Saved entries

⟨

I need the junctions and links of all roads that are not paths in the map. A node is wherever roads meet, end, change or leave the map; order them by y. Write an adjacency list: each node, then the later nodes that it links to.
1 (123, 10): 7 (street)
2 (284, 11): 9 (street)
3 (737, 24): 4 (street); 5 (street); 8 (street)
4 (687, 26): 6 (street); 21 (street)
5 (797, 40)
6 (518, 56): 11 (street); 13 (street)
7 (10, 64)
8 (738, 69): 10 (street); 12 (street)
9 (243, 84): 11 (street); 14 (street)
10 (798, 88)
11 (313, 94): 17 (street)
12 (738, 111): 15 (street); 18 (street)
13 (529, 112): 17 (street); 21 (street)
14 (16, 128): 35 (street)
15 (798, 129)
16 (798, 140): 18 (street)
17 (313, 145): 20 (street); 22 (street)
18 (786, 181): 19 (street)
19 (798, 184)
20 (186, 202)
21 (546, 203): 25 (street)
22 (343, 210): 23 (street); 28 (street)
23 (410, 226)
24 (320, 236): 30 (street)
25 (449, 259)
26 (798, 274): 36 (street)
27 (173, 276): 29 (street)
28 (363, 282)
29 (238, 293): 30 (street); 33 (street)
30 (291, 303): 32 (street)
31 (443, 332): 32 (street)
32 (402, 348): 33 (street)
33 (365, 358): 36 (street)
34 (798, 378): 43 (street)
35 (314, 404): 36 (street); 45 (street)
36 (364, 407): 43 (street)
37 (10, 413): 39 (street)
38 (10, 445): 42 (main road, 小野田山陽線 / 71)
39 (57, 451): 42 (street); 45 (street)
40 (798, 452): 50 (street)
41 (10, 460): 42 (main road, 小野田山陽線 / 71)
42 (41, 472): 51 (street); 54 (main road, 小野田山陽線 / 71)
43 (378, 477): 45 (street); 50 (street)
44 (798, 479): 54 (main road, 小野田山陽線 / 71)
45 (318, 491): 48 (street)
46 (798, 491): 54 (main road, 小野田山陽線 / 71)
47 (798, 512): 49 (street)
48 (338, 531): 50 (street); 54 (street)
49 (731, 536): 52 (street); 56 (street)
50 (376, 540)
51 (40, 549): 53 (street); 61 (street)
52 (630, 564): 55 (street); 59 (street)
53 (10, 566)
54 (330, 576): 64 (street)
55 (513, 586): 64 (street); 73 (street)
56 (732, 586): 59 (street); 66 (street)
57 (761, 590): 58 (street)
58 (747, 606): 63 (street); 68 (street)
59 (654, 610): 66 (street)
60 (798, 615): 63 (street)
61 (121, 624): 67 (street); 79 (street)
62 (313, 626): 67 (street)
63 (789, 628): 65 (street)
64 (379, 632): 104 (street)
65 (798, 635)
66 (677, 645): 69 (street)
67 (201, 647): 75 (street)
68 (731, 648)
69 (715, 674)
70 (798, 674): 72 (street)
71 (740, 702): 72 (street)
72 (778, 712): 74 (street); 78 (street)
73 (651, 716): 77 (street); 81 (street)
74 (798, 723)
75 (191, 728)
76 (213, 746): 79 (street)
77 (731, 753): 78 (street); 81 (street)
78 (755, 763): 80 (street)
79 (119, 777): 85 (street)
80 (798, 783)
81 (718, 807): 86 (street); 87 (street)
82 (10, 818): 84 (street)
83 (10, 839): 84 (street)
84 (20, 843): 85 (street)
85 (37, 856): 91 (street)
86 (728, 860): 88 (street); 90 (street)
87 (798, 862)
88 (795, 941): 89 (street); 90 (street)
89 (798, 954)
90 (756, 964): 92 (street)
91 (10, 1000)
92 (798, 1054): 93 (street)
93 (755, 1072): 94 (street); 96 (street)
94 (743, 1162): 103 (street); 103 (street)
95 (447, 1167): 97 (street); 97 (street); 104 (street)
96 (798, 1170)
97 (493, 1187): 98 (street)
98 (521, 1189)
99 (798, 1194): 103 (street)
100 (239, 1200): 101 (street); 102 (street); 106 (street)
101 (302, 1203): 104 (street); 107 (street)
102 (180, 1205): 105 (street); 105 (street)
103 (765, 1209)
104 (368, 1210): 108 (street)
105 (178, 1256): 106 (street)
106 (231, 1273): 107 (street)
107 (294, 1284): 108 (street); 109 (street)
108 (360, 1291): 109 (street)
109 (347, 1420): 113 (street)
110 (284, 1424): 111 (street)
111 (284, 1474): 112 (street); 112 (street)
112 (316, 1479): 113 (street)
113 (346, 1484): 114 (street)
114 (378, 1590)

⟩

_TASK DIRECTIONS_
Copy every record exactly as presented.

_ANSWER BOX_
I need the junctions and links of all roads that are not paths in the map. A node is wherever roads meet, end, change or leave the map; order them by y. Write an adjacency list: each node, then the later nodes that it links to.
1 (123, 10): 7 (street)
2 (284, 11): 9 (street)
3 (737, 24): 4 (street); 5 (street); 8 (street)
4 (687, 26): 6 (street); 21 (street)
5 (797, 40)
6 (518, 56): 11 (street); 13 (street)
7 (10, 64)
8 (738, 69): 10 (street); 12 (street)
9 (243, 84): 11 (street); 14 (street)
10 (798, 88)
11 (313, 94): 17 (street)
12 (738, 111): 15 (street); 18 (street)
13 (529, 112): 17 (street); 21 (street)
14 (16, 128): 35 (street)
15 (798, 129)
16 (798, 140): 18 (street)
17 (313, 145): 20 (street); 22 (street)
18 (786, 181): 19 (street)
19 (798, 184)
20 (186, 202)
21 (546, 203): 25 (street)
22 (343, 210): 23 (street); 28 (street)
23 (410, 226)
24 (320, 236): 30 (street)
25 (449, 259)
26 (798, 274): 36 (street)
27 (173, 276): 29 (street)
28 (363, 282)
29 (238, 293): 30 (street); 33 (street)
30 (291, 303): 32 (street)
31 (443, 332): 32 (street)
32 (402, 348): 33 (street)
33 (365, 358): 36 (street)
34 (798, 378): 43 (street)
35 (314, 404): 36 (street); 45 (street)
36 (364, 407): 43 (street)
37 (10, 413): 39 (street)
38 (10, 445): 42 (main road, 小野田山陽線 / 71)
39 (57, 451): 42 (street); 45 (street)
40 (798, 452): 50 (street)
41 (10, 460): 42 (main road, 小野田山陽線 / 71)
42 (41, 472): 51 (street); 54 (main road, 小野田山陽線 / 71)
43 (378, 477): 45 (street); 50 (street)
44 (798, 479): 54 (main road, 小野田山陽線 / 71)
45 (318, 491): 48 (street)
46 (798, 491): 54 (main road, 小野田山陽線 / 71)
47 (798, 512): 49 (street)
48 (338, 531): 50 (street); 54 (street)
49 (731, 536): 52 (street); 56 (street)
50 (376, 540)
51 (40, 549): 53 (street); 61 (street)
52 (630, 564): 55 (street); 59 (street)
53 (10, 566)
54 (330, 576): 64 (street)
55 (513, 586): 64 (street); 73 (street)
56 (732, 586): 59 (street); 66 (street)
57 (761, 590): 58 (street)
58 (747, 606): 63 (street); 68 (street)
59 (654, 610): 66 (street)
60 (798, 615): 63 (street)
61 (121, 624): 67 (street); 79 (street)
62 (313, 626): 67 (street)
63 (789, 628): 65 (street)
64 (379, 632): 104 (street)
65 (798, 635)
66 (677, 645): 69 (street)
67 (201, 647): 75 (street)
68 (731, 648)
69 (715, 674)
70 (798, 674): 72 (street)
71 (740, 702): 72 (street)
72 (778, 712): 74 (street); 78 (street)
73 (651, 716): 77 (street); 81 (street)
74 (798, 723)
75 (191, 728)
76 (213, 746): 79 (street)
77 (731, 753): 78 (street); 81 (street)
78 (755, 763): 80 (street)
79 (119, 777): 85 (street)
80 (798, 783)
81 (718, 807): 86 (street); 87 (street)
82 (10, 818): 84 (street)
83 (10, 839): 84 (street)
84 (20, 843): 85 (street)
85 (37, 856): 91 (street)
86 (728, 860): 88 (street); 90 (street)
87 (798, 862)
88 (795, 941): 89 (street); 90 (street)
89 (798, 954)
90 (756, 964): 92 (street)
91 (10, 1000)
92 (798, 1054): 93 (street)
93 (755, 1072): 94 (street); 96 (street)
94 (743, 1162): 103 (street); 103 (street)
95 (447, 1167): 97 (street); 97 (street); 104 (street)
96 (798, 1170)
97 (493, 1187): 98 (street)
98 (521, 1189)
99 (798, 1194): 103 (street)
100 (239, 1200): 101 (street); 102 (street); 106 (street)
101 (302, 1203): 104 (street); 107 (street)
102 (180, 1205): 105 (street); 105 (street)
103 (765, 1209)
104 (368, 1210): 108 (street)
105 (178, 1256): 106 (street)
106 (231, 1273): 107 (street)
107 (294, 1284): 108 (street); 109 (street)
108 (360, 1291): 109 (street)
109 (347, 1420): 113 (street)
110 (284, 1424): 111 (street)
111 (284, 1474): 112 (street); 112 (street)
112 (316, 1479): 113 (street)
113 (346, 1484): 114 (street)
114 (378, 1590)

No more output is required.